_Try it_
Could the records below please be retyped exactly, with their pictures left out?
(Beginning of Data records)
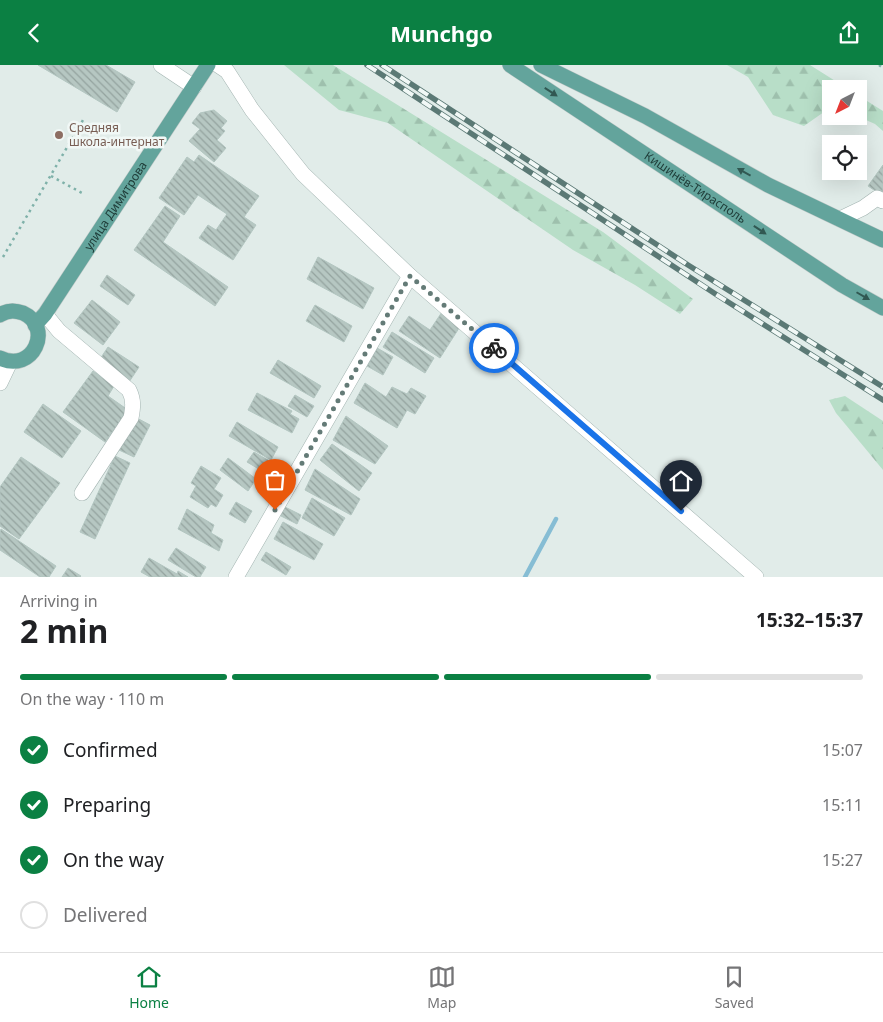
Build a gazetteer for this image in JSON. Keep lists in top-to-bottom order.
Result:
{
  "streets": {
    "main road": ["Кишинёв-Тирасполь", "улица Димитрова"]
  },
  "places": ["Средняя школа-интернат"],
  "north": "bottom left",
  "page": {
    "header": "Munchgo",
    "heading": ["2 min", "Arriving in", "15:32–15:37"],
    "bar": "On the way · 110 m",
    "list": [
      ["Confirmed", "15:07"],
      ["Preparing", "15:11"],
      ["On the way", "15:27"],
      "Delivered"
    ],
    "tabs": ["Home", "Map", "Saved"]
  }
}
(End of Data records)
_Answer below_
Build a gazetteer for this image in JSON. Keep lists in top-to-bottom order.
Result:
{
  "streets": {
    "main road": ["Кишинёв-Тирасполь", "улица Димитрова"]
  },
  "places": ["Средняя школа-интернат"],
  "north": "bottom left",
  "page": {
    "header": "Munchgo",
    "heading": ["2 min", "Arriving in", "15:32–15:37"],
    "bar": "On the way · 110 m",
    "list": [
      ["Confirmed", "15:07"],
      ["Preparing", "15:11"],
      ["On the way", "15:27"],
      "Delivered"
    ],
    "tabs": ["Home", "Map", "Saved"]
  }
}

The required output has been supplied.